**ABOUT THIS TASK**
In full and unaltered, output the records below.
┄┄┄┄┄┄
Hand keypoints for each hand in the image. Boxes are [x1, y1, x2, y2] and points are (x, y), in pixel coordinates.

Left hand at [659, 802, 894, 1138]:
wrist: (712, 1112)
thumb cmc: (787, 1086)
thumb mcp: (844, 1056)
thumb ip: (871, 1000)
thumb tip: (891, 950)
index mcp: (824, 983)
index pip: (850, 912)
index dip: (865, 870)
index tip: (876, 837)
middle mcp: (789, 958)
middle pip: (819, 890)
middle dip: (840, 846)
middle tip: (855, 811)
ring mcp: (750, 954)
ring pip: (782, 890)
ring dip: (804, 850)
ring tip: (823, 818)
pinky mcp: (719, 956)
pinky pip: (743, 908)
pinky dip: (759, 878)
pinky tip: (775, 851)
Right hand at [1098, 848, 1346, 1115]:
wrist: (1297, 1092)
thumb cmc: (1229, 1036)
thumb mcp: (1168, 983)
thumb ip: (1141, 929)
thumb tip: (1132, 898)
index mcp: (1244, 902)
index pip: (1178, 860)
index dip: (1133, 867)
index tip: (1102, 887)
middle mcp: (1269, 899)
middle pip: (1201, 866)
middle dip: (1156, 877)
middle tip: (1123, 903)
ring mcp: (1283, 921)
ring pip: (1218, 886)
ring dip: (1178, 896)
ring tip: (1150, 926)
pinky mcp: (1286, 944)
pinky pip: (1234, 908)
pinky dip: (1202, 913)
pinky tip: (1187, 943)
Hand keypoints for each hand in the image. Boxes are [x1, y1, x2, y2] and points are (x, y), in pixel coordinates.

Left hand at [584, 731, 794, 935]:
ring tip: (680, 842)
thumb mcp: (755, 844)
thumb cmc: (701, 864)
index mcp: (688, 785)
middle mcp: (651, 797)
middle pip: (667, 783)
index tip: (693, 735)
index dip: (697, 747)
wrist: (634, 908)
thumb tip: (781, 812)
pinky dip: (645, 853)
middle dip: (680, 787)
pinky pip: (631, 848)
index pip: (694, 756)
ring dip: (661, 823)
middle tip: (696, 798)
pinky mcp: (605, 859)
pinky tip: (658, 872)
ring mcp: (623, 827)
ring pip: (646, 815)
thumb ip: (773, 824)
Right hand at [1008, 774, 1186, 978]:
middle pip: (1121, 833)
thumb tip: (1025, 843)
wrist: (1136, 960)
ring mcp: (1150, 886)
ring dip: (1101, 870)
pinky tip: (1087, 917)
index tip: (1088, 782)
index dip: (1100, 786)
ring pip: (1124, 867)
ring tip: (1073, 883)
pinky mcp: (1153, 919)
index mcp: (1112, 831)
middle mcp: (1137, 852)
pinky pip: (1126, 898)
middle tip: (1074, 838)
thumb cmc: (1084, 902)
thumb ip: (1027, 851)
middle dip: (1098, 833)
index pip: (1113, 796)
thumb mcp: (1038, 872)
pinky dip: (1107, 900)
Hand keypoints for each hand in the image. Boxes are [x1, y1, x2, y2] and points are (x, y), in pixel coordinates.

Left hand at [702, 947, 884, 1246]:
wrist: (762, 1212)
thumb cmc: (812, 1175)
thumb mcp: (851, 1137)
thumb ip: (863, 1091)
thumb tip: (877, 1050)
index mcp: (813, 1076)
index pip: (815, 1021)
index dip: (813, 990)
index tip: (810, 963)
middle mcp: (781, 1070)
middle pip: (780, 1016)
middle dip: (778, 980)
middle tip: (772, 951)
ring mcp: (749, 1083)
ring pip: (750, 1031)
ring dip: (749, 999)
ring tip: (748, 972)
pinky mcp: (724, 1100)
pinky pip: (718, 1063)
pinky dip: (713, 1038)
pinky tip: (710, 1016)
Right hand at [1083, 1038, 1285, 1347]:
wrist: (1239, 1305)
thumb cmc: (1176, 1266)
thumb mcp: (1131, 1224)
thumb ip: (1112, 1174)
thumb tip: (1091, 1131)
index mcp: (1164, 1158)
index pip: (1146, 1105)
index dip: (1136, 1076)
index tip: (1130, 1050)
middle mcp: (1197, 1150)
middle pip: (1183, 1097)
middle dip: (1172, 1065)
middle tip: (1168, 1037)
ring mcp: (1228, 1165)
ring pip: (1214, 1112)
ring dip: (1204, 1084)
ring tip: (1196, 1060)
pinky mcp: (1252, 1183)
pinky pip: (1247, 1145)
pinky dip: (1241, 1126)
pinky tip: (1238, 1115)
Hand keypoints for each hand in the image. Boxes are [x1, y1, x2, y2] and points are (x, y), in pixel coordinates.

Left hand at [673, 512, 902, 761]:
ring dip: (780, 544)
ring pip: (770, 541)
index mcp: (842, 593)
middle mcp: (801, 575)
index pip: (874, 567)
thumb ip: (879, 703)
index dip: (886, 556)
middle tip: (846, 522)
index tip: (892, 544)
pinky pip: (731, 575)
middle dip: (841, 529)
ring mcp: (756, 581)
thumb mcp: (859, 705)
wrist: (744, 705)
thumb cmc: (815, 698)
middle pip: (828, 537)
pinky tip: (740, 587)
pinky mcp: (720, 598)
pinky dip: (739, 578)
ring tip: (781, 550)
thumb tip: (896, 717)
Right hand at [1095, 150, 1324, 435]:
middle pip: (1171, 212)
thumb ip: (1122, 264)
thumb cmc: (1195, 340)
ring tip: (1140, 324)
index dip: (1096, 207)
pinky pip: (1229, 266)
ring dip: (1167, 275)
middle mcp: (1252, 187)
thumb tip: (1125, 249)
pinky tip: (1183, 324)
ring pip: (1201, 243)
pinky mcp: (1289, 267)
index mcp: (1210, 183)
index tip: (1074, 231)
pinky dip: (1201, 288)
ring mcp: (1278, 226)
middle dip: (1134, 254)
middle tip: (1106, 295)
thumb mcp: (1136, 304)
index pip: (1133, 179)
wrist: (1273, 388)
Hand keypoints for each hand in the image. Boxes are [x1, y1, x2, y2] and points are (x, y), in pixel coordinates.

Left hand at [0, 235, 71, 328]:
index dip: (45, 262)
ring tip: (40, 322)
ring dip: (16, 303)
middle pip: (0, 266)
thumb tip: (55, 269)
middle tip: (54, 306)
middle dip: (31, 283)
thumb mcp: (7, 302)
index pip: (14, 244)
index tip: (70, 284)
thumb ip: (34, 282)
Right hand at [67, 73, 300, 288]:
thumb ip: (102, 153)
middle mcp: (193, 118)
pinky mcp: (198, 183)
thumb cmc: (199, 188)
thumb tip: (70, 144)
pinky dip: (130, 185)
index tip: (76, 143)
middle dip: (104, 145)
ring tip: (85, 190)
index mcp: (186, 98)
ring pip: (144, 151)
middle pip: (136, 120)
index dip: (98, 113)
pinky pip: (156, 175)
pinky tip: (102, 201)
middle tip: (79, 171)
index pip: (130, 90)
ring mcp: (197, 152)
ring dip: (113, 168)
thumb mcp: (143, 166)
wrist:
┄┄┄┄┄┄
**RESULT OF THE EXERCISE**
Hand keypoints for each hand in the image. Boxes are [x1, y1, x2, y2] and points are (x, y), in pixel coordinates.

Left hand at [659, 802, 894, 1138]:
wrist: (712, 1112)
thumb cmc: (787, 1086)
thumb mcp: (844, 1056)
thumb ip: (871, 1000)
thumb tip: (891, 950)
index mcp: (824, 983)
index pip: (850, 912)
index dip: (865, 870)
index tip: (876, 837)
middle mcp: (789, 958)
middle pip: (819, 890)
middle dip: (840, 846)
middle tip: (855, 811)
ring mcp: (750, 954)
ring pip: (782, 890)
ring dip: (804, 850)
ring tip: (823, 818)
pinky mcp: (719, 956)
pinky pip: (743, 908)
pinky dip: (759, 878)
pinky tip: (775, 851)
Right hand at [1098, 848, 1346, 1115]:
wrist: (1297, 1092)
thumb cmc: (1229, 1036)
thumb mcp: (1168, 983)
thumb ip: (1141, 929)
thumb tip: (1132, 898)
index mcp: (1244, 902)
index pip: (1178, 860)
index dip: (1133, 867)
index tip: (1102, 887)
middle mcp: (1269, 899)
middle pip: (1201, 866)
middle dip: (1156, 877)
middle tip: (1123, 903)
ring mcp: (1283, 921)
ring pip: (1218, 886)
ring dip: (1178, 896)
ring tip: (1150, 926)
pinky mcp: (1286, 944)
pinky pip: (1234, 908)
pinky dip: (1202, 913)
pinky tip: (1187, 943)
Hand keypoints for each hand in the image. Boxes are [x1, y1, x2, y2] and points are (x, y), in pixel coordinates.

Left hand at [584, 731, 794, 935]:
ring tip: (680, 842)
thumb mcp: (755, 844)
thumb cmc: (701, 864)
index mcp: (688, 785)
middle mcp: (651, 797)
middle pip: (667, 783)
index tip: (693, 735)
index dip: (697, 747)
wrist: (634, 908)
thumb tip: (781, 812)
pinky dip: (645, 853)
middle dip: (680, 787)
pinky pip: (631, 848)
index pip: (694, 756)
ring dip: (661, 823)
middle tip: (696, 798)
pinky mcp: (605, 859)
pinky tip: (658, 872)
ring mcp: (623, 827)
ring pip: (646, 815)
thumb ip: (773, 824)
Right hand at [1008, 774, 1186, 978]:
middle pip: (1121, 833)
thumb tip: (1025, 843)
wrist: (1136, 960)
ring mcp: (1150, 886)
ring dip: (1101, 870)
pinky tip: (1087, 917)
index tip: (1088, 782)
index dip: (1100, 786)
ring pip: (1124, 867)
ring tip: (1073, 883)
pinky mcp: (1153, 919)
index mcp: (1112, 831)
middle mcp: (1137, 852)
pinky pip: (1126, 898)
middle tip: (1074, 838)
thumb cmc: (1084, 902)
thumb ip: (1027, 851)
middle dip: (1098, 833)
index pip: (1113, 796)
thumb mcp: (1038, 872)
pinky dip: (1107, 900)
Hand keypoints for each hand in the image. Boxes are [x1, y1, x2, y2] and points are (x, y), in pixel coordinates.

Left hand at [702, 947, 884, 1246]:
wrist: (762, 1212)
thumb cmc: (812, 1175)
thumb mcp: (851, 1137)
thumb ip: (863, 1091)
thumb tip: (877, 1050)
index mcp: (813, 1076)
index pip: (815, 1021)
index dip: (813, 990)
index tip: (810, 963)
middle mcp: (781, 1070)
middle pip: (780, 1016)
middle dip: (778, 980)
middle tip: (772, 951)
ring mcp: (749, 1083)
ring pip: (750, 1031)
ring dip: (749, 999)
ring tip: (748, 972)
pinky mcp: (724, 1100)
pinky pip: (718, 1063)
pinky dip: (713, 1038)
pinky tip: (710, 1016)
Right hand at [1083, 1038, 1285, 1347]:
wrist: (1239, 1305)
thumb cmc: (1176, 1266)
thumb mcp: (1131, 1224)
thumb ip: (1112, 1174)
thumb tip: (1091, 1131)
index mcp: (1164, 1158)
index pip: (1146, 1105)
index dip: (1136, 1076)
index tip: (1130, 1050)
middle mcp: (1197, 1150)
middle pip: (1183, 1097)
middle dip: (1172, 1065)
middle tip: (1168, 1037)
ring mcp: (1228, 1165)
ring pip: (1214, 1112)
ring dip: (1204, 1084)
ring tip: (1196, 1060)
pinky mcp: (1252, 1183)
pinky pip: (1247, 1145)
pinky dip: (1241, 1126)
pinky tip: (1238, 1115)
Hand keypoints for each hand in the image. Boxes are [x1, y1, x2, y2] and points are (x, y), in pixel coordinates.

Left hand at [673, 512, 902, 761]:
ring dip: (780, 544)
ring pip: (770, 541)
index mcp: (842, 593)
middle mcp: (801, 575)
index pip: (874, 567)
thumb ip: (879, 703)
index dip: (886, 556)
middle tip: (846, 522)
index tip: (892, 544)
pinky pip: (731, 575)
middle dip: (841, 529)
ring mcp: (756, 581)
thumb mcp: (859, 705)
wrist: (744, 705)
thumb cmc: (815, 698)
middle pip: (828, 537)
pinky tip: (740, 587)
pinky mcp: (720, 598)
pinky dip: (739, 578)
ring tip: (781, 550)
thumb tip: (896, 717)
Right hand at [1095, 150, 1324, 435]:
middle pip: (1171, 212)
thumb ip: (1122, 264)
thumb cmc: (1195, 340)
ring tip: (1140, 324)
index dip: (1096, 207)
pinky pip: (1229, 266)
ring dip: (1167, 275)
middle mcp: (1252, 187)
thumb tip: (1125, 249)
pinky tip: (1183, 324)
ring pip: (1201, 243)
pinky mcp: (1289, 267)
index mcp: (1210, 183)
index tip: (1074, 231)
pinky dip: (1201, 288)
ring mcp: (1278, 226)
middle dip: (1134, 254)
middle tip: (1106, 295)
thumb mcp: (1136, 304)
index pip: (1133, 179)
wrist: (1273, 388)
Hand keypoints for each hand in the image. Boxes are [x1, y1, x2, y2] and points are (x, y), in pixel coordinates.

Left hand at [0, 235, 71, 328]:
index dip: (45, 262)
ring tip: (40, 322)
ring dip: (16, 303)
middle pip: (0, 266)
thumb tip: (55, 269)
middle tip: (54, 306)
middle dip: (31, 283)
thumb mcp: (7, 302)
index pip: (14, 244)
index tip: (70, 284)
thumb ip: (34, 282)
Right hand at [67, 73, 300, 288]:
thumb ip: (102, 153)
middle mcp: (193, 118)
pinky mcp: (198, 183)
thumb cmc: (199, 188)
thumb tip: (70, 144)
pinky dip: (130, 185)
index tip: (76, 143)
middle dip: (104, 145)
ring tip: (85, 190)
index mcp: (186, 98)
ring pip: (144, 151)
middle pip: (136, 120)
index dip: (98, 113)
pinky pip: (156, 175)
pinky tip: (102, 201)
middle tip: (79, 171)
index pip: (130, 90)
ring mcp: (197, 152)
ring dip: (113, 168)
thumb mcp: (143, 166)
wrist:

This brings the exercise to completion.